A Tech Wunderkind, With Issues
A Harvard grad, Hsieh co-founded Zappos in 1999, serving as CEO for 20 years. In 2009, Amazon bought Zappos for $1.2 billion. An entrepreneurial wunderkind, he authored the 2010 bestseller, Delivering Happiness: A Path To Profits, Passion and Purpose.
Happiness was apparently number one on Hsieh’s radar. In August 2020 Hsieh abruptly pulled up stakes from his Las Vegas residence and moved to Park City, Utah. There, he bought $70 million in houses and condos, inviting his friends to move near him just to be “happy” – and offering them double their top salary to do it. He was known to be extraordinarily generous and was referred to as the “caboose,” because everyone else came first.

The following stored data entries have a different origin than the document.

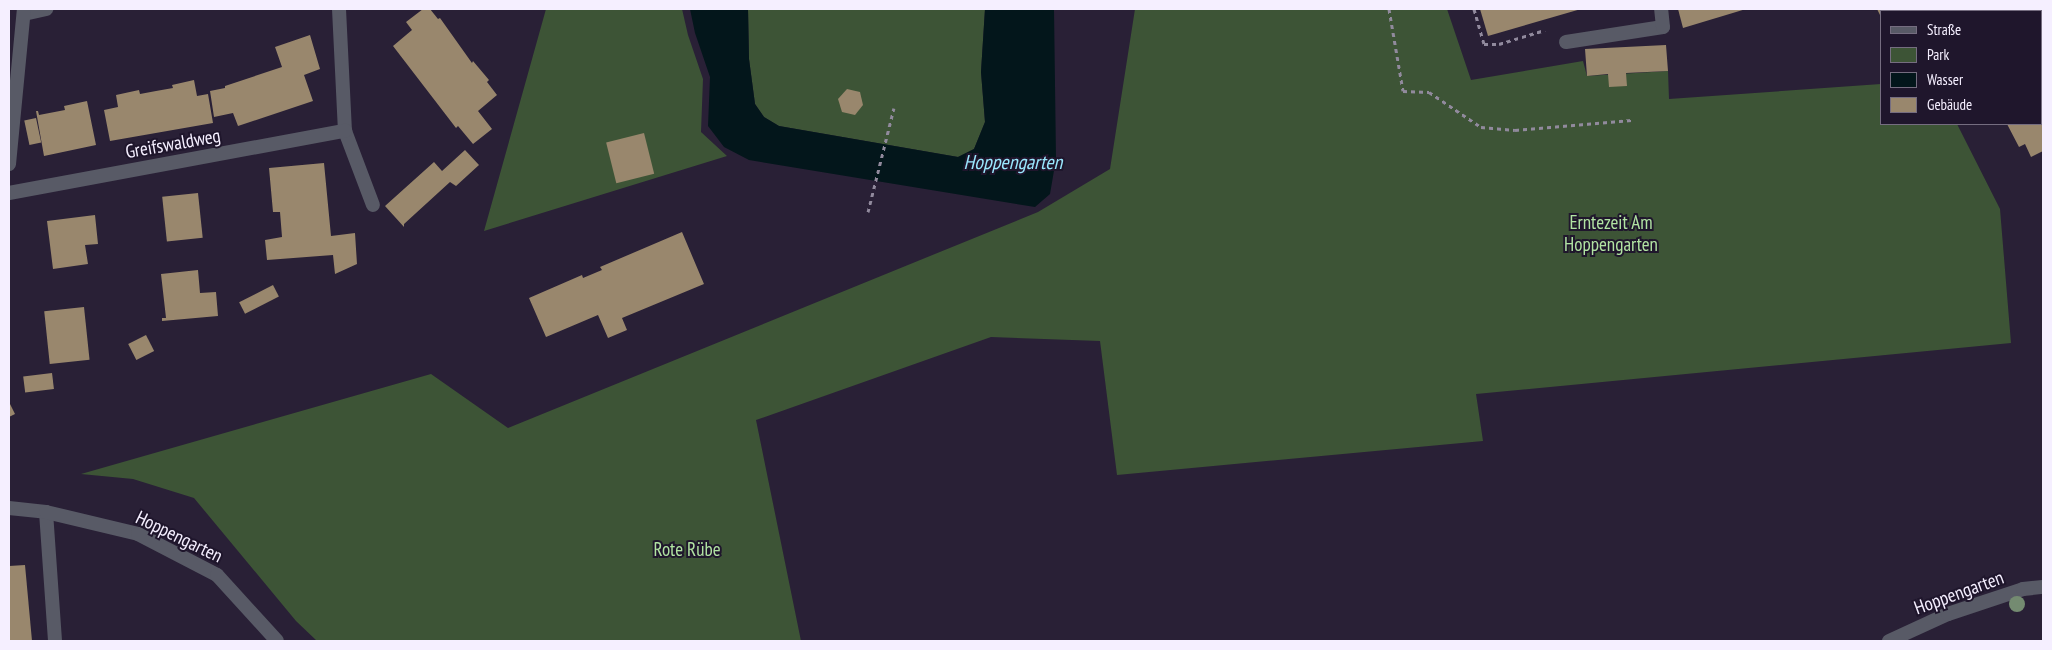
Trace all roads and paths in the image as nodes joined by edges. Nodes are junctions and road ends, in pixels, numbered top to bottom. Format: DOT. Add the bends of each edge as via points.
graph roads {
  1 [pos="46,9"];
  2 [pos="339,9"];
  3 [pos="1389,9"];
  4 [pos="1474,9"];
  5 [pos="1661,9"];
  6 [pos="24,11"];
  7 [pos="1566,42"];
  8 [pos="894,108"];
  9 [pos="1632,120"];
  10 [pos="345,131"];
  11 [pos="9,164"];
  12 [pos="9,193"];
  13 [pos="373,205"];
  14 [pos="868,212"];
  15 [pos="9,508"];
  16 [pos="46,512"];
  17 [pos="2043,587"];
  18 [pos="55,641"];
  19 [pos="277,641"];
  20 [pos="1889,641"];
  1 -- 6 [label="street"];
  2 -- 10 [label="street"];
  3 -- 9 [label="path" via="1403,91 1429,92 1482,127 1515,130"];
  4 -- 7 [label="path" via="1484,44 1499,44 1557,26"];
  5 -- 7 [label="street" via="1663,27"];
  6 -- 11 [label="street"];
  8 -- 14 [label="path"];
  10 -- 12 [label="street, Greifswaldweg"];
  10 -- 13 [label="street"];
  15 -- 16 [label="street, Hoppengarten"];
  16 -- 18 [label="street"];
  16 -- 19 [label="street, Hoppengarten" via="138,534 217,575"];
  17 -- 20 [label="street, Hoppengarten" via="2023,589 1948,614"];
}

Despite his enormous social circle, Hsieh was chronically lonely, friends told Forbes. COVID restrictions made matters worse. (This sounds very much like what happened to Steve Bing, as we explained in a prior post.) Hsieh was a longtime alcohol abuser. “Grey Goose vodka is his best friend,” one associate told the Daily Mail. Others say he abused nitrous oxide, ketamine, ecstasy, and psychedelics. He also seemed fascinated by fire, with candles constantly burning at his mansion and parties featuring flamethrowers. Friends and family had tried interventions in recent months. They made 911 calls when his behavior seemed dangerous. In June 2020, one call resulted in Hsieh’s hospitalization.
Dying Intestate, Dying Disorganized
According to the Wall Street Journal, prior to his death Hsieh was planning to check into a rehab facility. But in November, while he was in a storage area of a friend’s property in Connecticut, the structure caught fire. Hsieh was unresponsive when he was extricated, but subsequently died of smoke inhalation, on Nov. 27. Authorities have ruled it an accident, but are still investigating. Some reports suggest the storage area had been barricaded – from the inside.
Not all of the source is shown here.